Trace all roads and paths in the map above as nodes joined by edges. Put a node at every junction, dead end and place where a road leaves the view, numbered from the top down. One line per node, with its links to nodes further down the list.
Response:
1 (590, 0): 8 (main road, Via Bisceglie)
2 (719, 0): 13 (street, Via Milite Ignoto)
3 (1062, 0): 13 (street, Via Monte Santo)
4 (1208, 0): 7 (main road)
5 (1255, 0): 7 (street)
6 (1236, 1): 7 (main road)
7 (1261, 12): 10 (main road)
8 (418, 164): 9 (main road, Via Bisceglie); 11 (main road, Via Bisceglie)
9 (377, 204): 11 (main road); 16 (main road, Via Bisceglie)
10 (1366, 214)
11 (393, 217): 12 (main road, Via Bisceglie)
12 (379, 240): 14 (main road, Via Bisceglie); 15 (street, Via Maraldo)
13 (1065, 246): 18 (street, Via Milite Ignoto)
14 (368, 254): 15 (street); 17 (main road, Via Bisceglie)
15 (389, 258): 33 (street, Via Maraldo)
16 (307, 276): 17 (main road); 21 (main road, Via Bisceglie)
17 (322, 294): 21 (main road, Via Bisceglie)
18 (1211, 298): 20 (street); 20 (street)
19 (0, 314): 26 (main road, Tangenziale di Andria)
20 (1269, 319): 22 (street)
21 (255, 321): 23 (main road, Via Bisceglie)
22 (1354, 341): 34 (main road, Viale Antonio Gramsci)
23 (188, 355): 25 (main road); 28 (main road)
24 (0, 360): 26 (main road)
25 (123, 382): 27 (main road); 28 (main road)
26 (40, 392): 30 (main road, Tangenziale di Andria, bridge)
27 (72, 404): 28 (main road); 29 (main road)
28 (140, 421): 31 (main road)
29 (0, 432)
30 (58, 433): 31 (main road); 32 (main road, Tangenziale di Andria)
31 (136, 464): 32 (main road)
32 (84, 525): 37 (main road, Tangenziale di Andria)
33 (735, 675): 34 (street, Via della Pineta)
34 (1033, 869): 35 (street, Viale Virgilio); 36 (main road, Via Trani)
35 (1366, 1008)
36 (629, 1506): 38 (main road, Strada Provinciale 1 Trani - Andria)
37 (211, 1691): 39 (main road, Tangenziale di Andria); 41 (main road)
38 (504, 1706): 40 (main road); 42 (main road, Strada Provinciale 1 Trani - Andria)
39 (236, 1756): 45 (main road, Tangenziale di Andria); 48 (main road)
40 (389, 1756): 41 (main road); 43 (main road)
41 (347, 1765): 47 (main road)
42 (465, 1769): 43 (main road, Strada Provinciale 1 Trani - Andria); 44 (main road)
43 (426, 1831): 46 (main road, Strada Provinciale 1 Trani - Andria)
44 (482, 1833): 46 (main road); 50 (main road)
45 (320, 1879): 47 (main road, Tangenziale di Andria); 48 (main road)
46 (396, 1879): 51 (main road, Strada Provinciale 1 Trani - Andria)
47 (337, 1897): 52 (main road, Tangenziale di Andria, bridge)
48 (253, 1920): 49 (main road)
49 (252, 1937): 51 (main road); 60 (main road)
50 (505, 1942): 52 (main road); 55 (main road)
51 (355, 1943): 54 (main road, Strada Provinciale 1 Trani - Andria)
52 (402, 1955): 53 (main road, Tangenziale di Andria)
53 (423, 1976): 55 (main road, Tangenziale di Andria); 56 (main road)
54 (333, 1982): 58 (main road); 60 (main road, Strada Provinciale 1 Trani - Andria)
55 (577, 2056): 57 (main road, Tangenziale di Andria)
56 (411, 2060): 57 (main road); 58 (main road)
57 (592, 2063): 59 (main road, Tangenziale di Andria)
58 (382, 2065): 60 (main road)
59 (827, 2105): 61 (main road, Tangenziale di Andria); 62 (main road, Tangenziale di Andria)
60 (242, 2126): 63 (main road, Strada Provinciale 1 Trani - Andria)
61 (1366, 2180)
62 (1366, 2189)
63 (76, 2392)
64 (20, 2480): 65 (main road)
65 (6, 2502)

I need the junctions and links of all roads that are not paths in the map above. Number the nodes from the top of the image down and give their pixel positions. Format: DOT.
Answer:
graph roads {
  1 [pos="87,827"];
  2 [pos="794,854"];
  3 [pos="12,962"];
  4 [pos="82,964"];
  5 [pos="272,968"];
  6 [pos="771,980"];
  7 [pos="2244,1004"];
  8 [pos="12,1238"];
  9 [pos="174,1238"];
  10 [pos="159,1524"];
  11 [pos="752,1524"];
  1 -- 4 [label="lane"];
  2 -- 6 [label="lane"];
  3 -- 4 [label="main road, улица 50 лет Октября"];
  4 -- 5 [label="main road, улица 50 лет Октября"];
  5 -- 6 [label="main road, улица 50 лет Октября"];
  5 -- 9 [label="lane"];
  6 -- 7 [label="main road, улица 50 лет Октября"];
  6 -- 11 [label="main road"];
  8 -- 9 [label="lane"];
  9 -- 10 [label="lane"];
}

Description of the task:
In your answer, repeat each line of the material word for word.

Result for this exercise:
Trace all roads and paths in the map above as nodes joined by edges. Put a node at every junction, dead end and place where a road leaves the view, numbered from the top down. One line per node, with its links to nodes further down the list.
Response:
1 (590, 0): 8 (main road, Via Bisceglie)
2 (719, 0): 13 (street, Via Milite Ignoto)
3 (1062, 0): 13 (street, Via Monte Santo)
4 (1208, 0): 7 (main road)
5 (1255, 0): 7 (street)
6 (1236, 1): 7 (main road)
7 (1261, 12): 10 (main road)
8 (418, 164): 9 (main road, Via Bisceglie); 11 (main road, Via Bisceglie)
9 (377, 204): 11 (main road); 16 (main road, Via Bisceglie)
10 (1366, 214)
11 (393, 217): 12 (main road, Via Bisceglie)
12 (379, 240): 14 (main road, Via Bisceglie); 15 (street, Via Maraldo)
13 (1065, 246): 18 (street, Via Milite Ignoto)
14 (368, 254): 15 (street); 17 (main road, Via Bisceglie)
15 (389, 258): 33 (street, Via Maraldo)
16 (307, 276): 17 (main road); 21 (main road, Via Bisceglie)
17 (322, 294): 21 (main road, Via Bisceglie)
18 (1211, 298): 20 (street); 20 (street)
19 (0, 314): 26 (main road, Tangenziale di Andria)
20 (1269, 319): 22 (street)
21 (255, 321): 23 (main road, Via Bisceglie)
22 (1354, 341): 34 (main road, Viale Antonio Gramsci)
23 (188, 355): 25 (main road); 28 (main road)
24 (0, 360): 26 (main road)
25 (123, 382): 27 (main road); 28 (main road)
26 (40, 392): 30 (main road, Tangenziale di Andria, bridge)
27 (72, 404): 28 (main road); 29 (main road)
28 (140, 421): 31 (main road)
29 (0, 432)
30 (58, 433): 31 (main road); 32 (main road, Tangenziale di Andria)
31 (136, 464): 32 (main road)
32 (84, 525): 37 (main road, Tangenziale di Andria)
33 (735, 675): 34 (street, Via della Pineta)
34 (1033, 869): 35 (street, Viale Virgilio); 36 (main road, Via Trani)
35 (1366, 1008)
36 (629, 1506): 38 (main road, Strada Provinciale 1 Trani - Andria)
37 (211, 1691): 39 (main road, Tangenziale di Andria); 41 (main road)
38 (504, 1706): 40 (main road); 42 (main road, Strada Provinciale 1 Trani - Andria)
39 (236, 1756): 45 (main road, Tangenziale di Andria); 48 (main road)
40 (389, 1756): 41 (main road); 43 (main road)
41 (347, 1765): 47 (main road)
42 (465, 1769): 43 (main road, Strada Provinciale 1 Trani - Andria); 44 (main road)
43 (426, 1831): 46 (main road, Strada Provinciale 1 Trani - Andria)
44 (482, 1833): 46 (main road); 50 (main road)
45 (320, 1879): 47 (main road, Tangenziale di Andria); 48 (main road)
46 (396, 1879): 51 (main road, Strada Provinciale 1 Trani - Andria)
47 (337, 1897): 52 (main road, Tangenziale di Andria, bridge)
48 (253, 1920): 49 (main road)
49 (252, 1937): 51 (main road); 60 (main road)
50 (505, 1942): 52 (main road); 55 (main road)
51 (355, 1943): 54 (main road, Strada Provinciale 1 Trani - Andria)
52 (402, 1955): 53 (main road, Tangenziale di Andria)
53 (423, 1976): 55 (main road, Tangenziale di Andria); 56 (main road)
54 (333, 1982): 58 (main road); 60 (main road, Strada Provinciale 1 Trani - Andria)
55 (577, 2056): 57 (main road, Tangenziale di Andria)
56 (411, 2060): 57 (main road); 58 (main road)
57 (592, 2063): 59 (main road, Tangenziale di Andria)
58 (382, 2065): 60 (main road)
59 (827, 2105): 61 (main road, Tangenziale di Andria); 62 (main road, Tangenziale di Andria)
60 (242, 2126): 63 (main road, Strada Provinciale 1 Trani - Andria)
61 (1366, 2180)
62 (1366, 2189)
63 (76, 2392)
64 (20, 2480): 65 (main road)
65 (6, 2502)

I need the junctions and links of all roads that are not paths in the map above. Number the nodes from the top of the image down and give their pixel positions. Format: DOT.
Answer:
graph roads {
  1 [pos="87,827"];
  2 [pos="794,854"];
  3 [pos="12,962"];
  4 [pos="82,964"];
  5 [pos="272,968"];
  6 [pos="771,980"];
  7 [pos="2244,1004"];
  8 [pos="12,1238"];
  9 [pos="174,1238"];
  10 [pos="159,1524"];
  11 [pos="752,1524"];
  1 -- 4 [label="lane"];
  2 -- 6 [label="lane"];
  3 -- 4 [label="main road, улица 50 лет Октября"];
  4 -- 5 [label="main road, улица 50 лет Октября"];
  5 -- 6 [label="main road, улица 50 лет Октября"];
  5 -- 9 [label="lane"];
  6 -- 7 [label="main road, улица 50 лет Октября"];
  6 -- 11 [label="main road"];
  8 -- 9 [label="lane"];
  9 -- 10 [label="lane"];
}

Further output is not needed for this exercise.